** Opening INFORMATION SUPPLIED block **

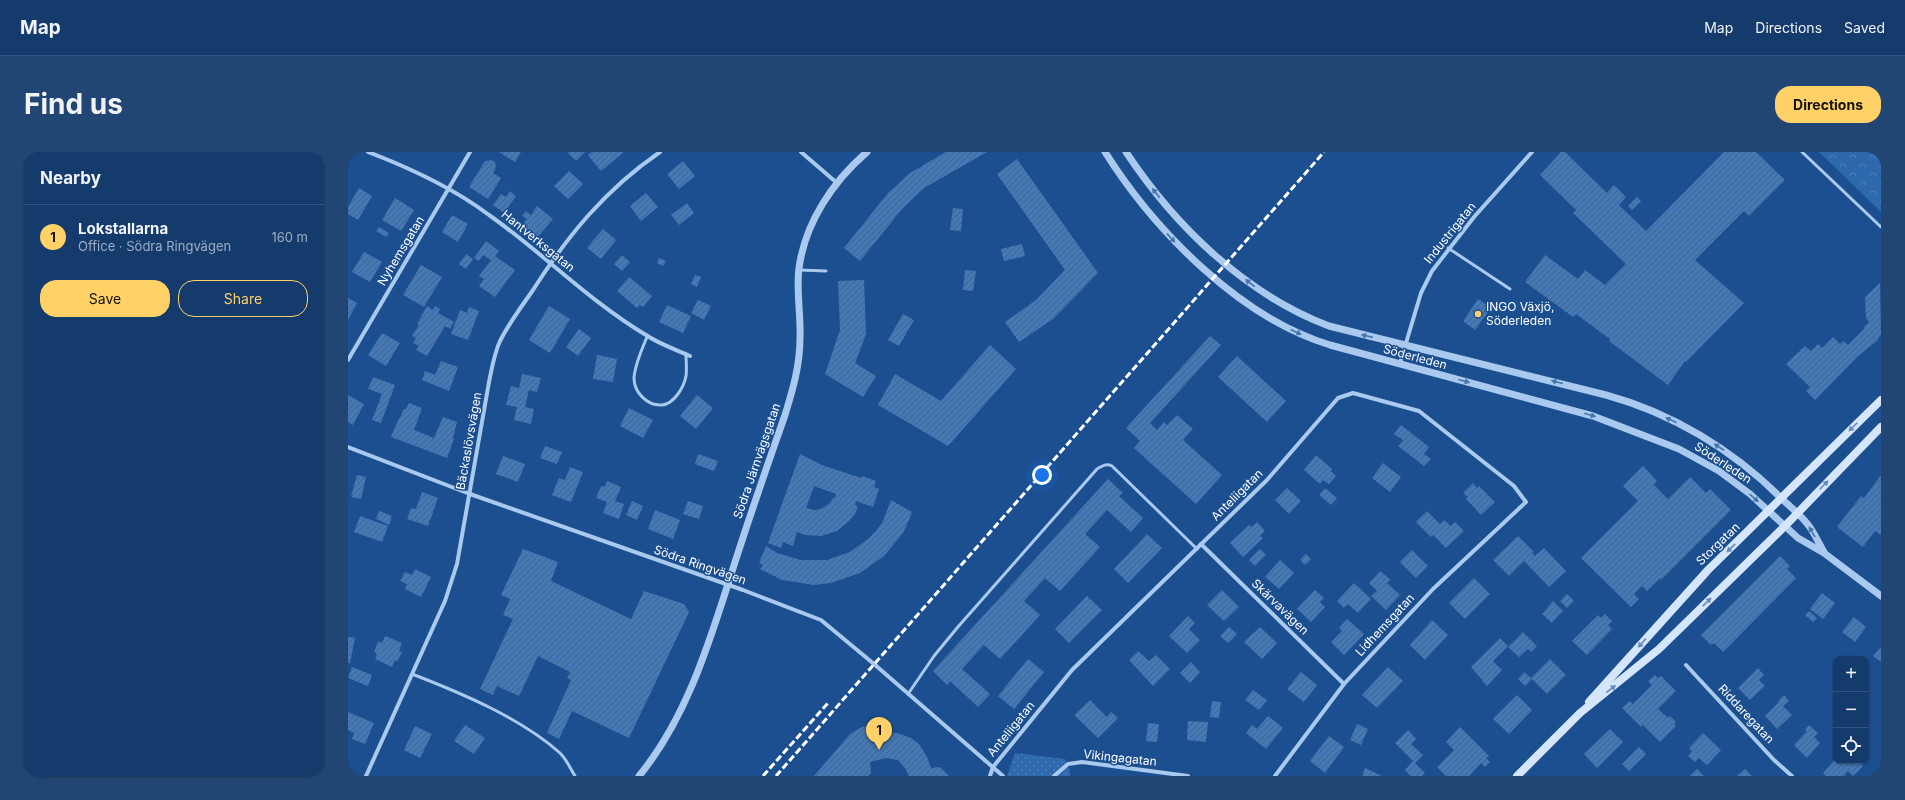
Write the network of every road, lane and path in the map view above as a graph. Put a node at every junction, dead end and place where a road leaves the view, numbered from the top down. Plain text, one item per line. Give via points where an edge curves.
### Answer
1 (368, 152) edge
2 (470, 152) edge
3 (660, 152) edge
4 (801, 152) edge
5 (867, 152) edge
6 (1105, 152) edge
7 (1126, 152) edge
8 (1532, 152) edge
9 (1802, 152) edge
10 (837, 183) junction
11 (448, 190) junction
12 (1881, 227) edge
13 (1448, 248) junction
14 (549, 264) junction
15 (799, 270) junction
16 (826, 270) dead end
17 (1510, 289) dead end
18 (647, 336) junction
19 (1405, 345) junction
20 (688, 355) joint
21 (348, 360) edge
22 (1400, 363) junction
23 (1881, 400) edge
24 (1881, 427) edge
25 (348, 447) edge
26 (470, 494) junction
27 (1781, 498) junction
28 (1526, 502) joint
29 (1768, 510) junction
30 (1797, 513) junction
31 (1785, 526) junction
32 (1201, 544) junction
33 (1197, 549) junction
34 (1824, 553) junction
35 (727, 586) junction
36 (1881, 596) edge
37 (1686, 665) dead end
38 (412, 674) junction
39 (1344, 684) junction
40 (908, 694) junction
41 (1580, 713) junction
42 (993, 767) junction
43 (366, 776) edge
44 (575, 776) edge
45 (639, 776) edge
46 (990, 776) edge
47 (1002, 776) edge
48 (1054, 776) edge
49 (1188, 776) edge
50 (1275, 776) edge
51 (1517, 776) edge
52 (1792, 776) edge

1 - 11 street, Hantverksgatan
2 - 11 street, Nyhemsgatan
3 - 14 street, Bäckaslövsvägen via 596,206
4 - 10 street
5 - 10 street, Södra Järnvägsgatan
6 -> 22 street, Söderleden via 1138,199 1169,236 1249,305 1281,325 1317,341
19 -> 7 street, Söderleden via 1329,326 1285,306 1259,290 1185,226 1155,192
8 - 13 street, Industrigatan
9 - 12 lane
10 - 15 street, Södra Järnvägsgatan via 812,225 801,255
11 - 14 street, Hantverksgatan via 489,215
11 - 21 street, Nyhemsgatan
13 - 17 lane
13 - 19 street, Industrigatan via 1427,280
14 - 18 street, Hantverksgatan
14 - 26 street, Bäckaslövsvägen via 510,324 493,361
15 - 16 lane
15 - 35 street, Södra Järnvägsgatan via 800,336 796,376
18 - 20 street, Hantverksgatan
18 - 20 lane via 634,378 638,394 647,401 662,405 678,393 686,376
19 - 22 street, Industrigatan
27 -> 19 street, Söderleden via 1764,480 1720,448 1680,424 1621,399
22 -> 29 street, Söderleden via 1593,416 1658,440 1719,471
23 -> 27 main road, Storgatan
30 -> 24 main road, Storgatan
25 - 26 street, Södra Ringvägen
26 - 35 street, Södra Ringvägen
26 - 38 street, Bäckaslövsvägen via 453,581
27 - 29 main road, Storgatan
27 - 30 street, Söderleden
28 - 32 street, Anteliigatan via 1514,486 1419,411 1353,394 1338,398 1285,461
28 - 39 street, Lidhemsgatan via 1433,589
29 - 31 street, Söderleden
29 -> 41 main road, Storgatan via 1708,570
30 - 31 main road, Storgatan
34 -> 30 street, Söderleden via 1810,526
31 - 34 street, Söderleden via 1798,538
41 -> 31 main road, Storgatan via 1658,649
32 - 33 street, Anteliigatan
32 - 39 street, Skärvavägen
33 - 40 lane via 1112,466 1103,465 957,628
33 - 42 street, Anteliigatan via 1072,670
34 - 36 street, Söderleden
35 - 40 street, Södra Ringvägen via 821,620
35 - 45 street, Södra Järnvägsgatan via 707,646 679,711
37 - 52 street, Riddaregatan
38 - 43 street, Bäckaslövsvägen
38 - 44 lane via 489,707 534,735 560,754
39 - 50 street, Lidhemsgatan
40 - 42 street, Södra Ringvägen
41 - 51 main road, Storgatan
42 - 46 street
42 - 47 street, Södra Ringvägen
48 - 49 street, Vikingagatan via 1068,764 1082,762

** Closing INFORMATION SUPPLIED block **

[EXERCISE BRIEF]: Having removed the pictures, write out the records exactly as they stand.

[RESPONSE BELOW]:
Write the network of every road, lane and path in the map view above as a graph. Put a node at every junction, dead end and place where a road leaves the view, numbered from the top down. Plain text, one item per line. Give via points where an edge curves.
### Answer
1 (368, 152) edge
2 (470, 152) edge
3 (660, 152) edge
4 (801, 152) edge
5 (867, 152) edge
6 (1105, 152) edge
7 (1126, 152) edge
8 (1532, 152) edge
9 (1802, 152) edge
10 (837, 183) junction
11 (448, 190) junction
12 (1881, 227) edge
13 (1448, 248) junction
14 (549, 264) junction
15 (799, 270) junction
16 (826, 270) dead end
17 (1510, 289) dead end
18 (647, 336) junction
19 (1405, 345) junction
20 (688, 355) joint
21 (348, 360) edge
22 (1400, 363) junction
23 (1881, 400) edge
24 (1881, 427) edge
25 (348, 447) edge
26 (470, 494) junction
27 (1781, 498) junction
28 (1526, 502) joint
29 (1768, 510) junction
30 (1797, 513) junction
31 (1785, 526) junction
32 (1201, 544) junction
33 (1197, 549) junction
34 (1824, 553) junction
35 (727, 586) junction
36 (1881, 596) edge
37 (1686, 665) dead end
38 (412, 674) junction
39 (1344, 684) junction
40 (908, 694) junction
41 (1580, 713) junction
42 (993, 767) junction
43 (366, 776) edge
44 (575, 776) edge
45 (639, 776) edge
46 (990, 776) edge
47 (1002, 776) edge
48 (1054, 776) edge
49 (1188, 776) edge
50 (1275, 776) edge
51 (1517, 776) edge
52 (1792, 776) edge

1 - 11 street, Hantverksgatan
2 - 11 street, Nyhemsgatan
3 - 14 street, Bäckaslövsvägen via 596,206
4 - 10 street
5 - 10 street, Södra Järnvägsgatan
6 -> 22 street, Söderleden via 1138,199 1169,236 1249,305 1281,325 1317,341
19 -> 7 street, Söderleden via 1329,326 1285,306 1259,290 1185,226 1155,192
8 - 13 street, Industrigatan
9 - 12 lane
10 - 15 street, Södra Järnvägsgatan via 812,225 801,255
11 - 14 street, Hantverksgatan via 489,215
11 - 21 street, Nyhemsgatan
13 - 17 lane
13 - 19 street, Industrigatan via 1427,280
14 - 18 street, Hantverksgatan
14 - 26 street, Bäckaslövsvägen via 510,324 493,361
15 - 16 lane
15 - 35 street, Södra Järnvägsgatan via 800,336 796,376
18 - 20 street, Hantverksgatan
18 - 20 lane via 634,378 638,394 647,401 662,405 678,393 686,376
19 - 22 street, Industrigatan
27 -> 19 street, Söderleden via 1764,480 1720,448 1680,424 1621,399
22 -> 29 street, Söderleden via 1593,416 1658,440 1719,471
23 -> 27 main road, Storgatan
30 -> 24 main road, Storgatan
25 - 26 street, Södra Ringvägen
26 - 35 street, Södra Ringvägen
26 - 38 street, Bäckaslövsvägen via 453,581
27 - 29 main road, Storgatan
27 - 30 street, Söderleden
28 - 32 street, Anteliigatan via 1514,486 1419,411 1353,394 1338,398 1285,461
28 - 39 street, Lidhemsgatan via 1433,589
29 - 31 street, Söderleden
29 -> 41 main road, Storgatan via 1708,570
30 - 31 main road, Storgatan
34 -> 30 street, Söderleden via 1810,526
31 - 34 street, Söderleden via 1798,538
41 -> 31 main road, Storgatan via 1658,649
32 - 33 street, Anteliigatan
32 - 39 street, Skärvavägen
33 - 40 lane via 1112,466 1103,465 957,628
33 - 42 street, Anteliigatan via 1072,670
34 - 36 street, Söderleden
35 - 40 street, Södra Ringvägen via 821,620
35 - 45 street, Södra Järnvägsgatan via 707,646 679,711
37 - 52 street, Riddaregatan
38 - 43 street, Bäckaslövsvägen
38 - 44 lane via 489,707 534,735 560,754
39 - 50 street, Lidhemsgatan
40 - 42 street, Södra Ringvägen
41 - 51 main road, Storgatan
42 - 46 street
42 - 47 street, Södra Ringvägen
48 - 49 street, Vikingagatan via 1068,764 1082,762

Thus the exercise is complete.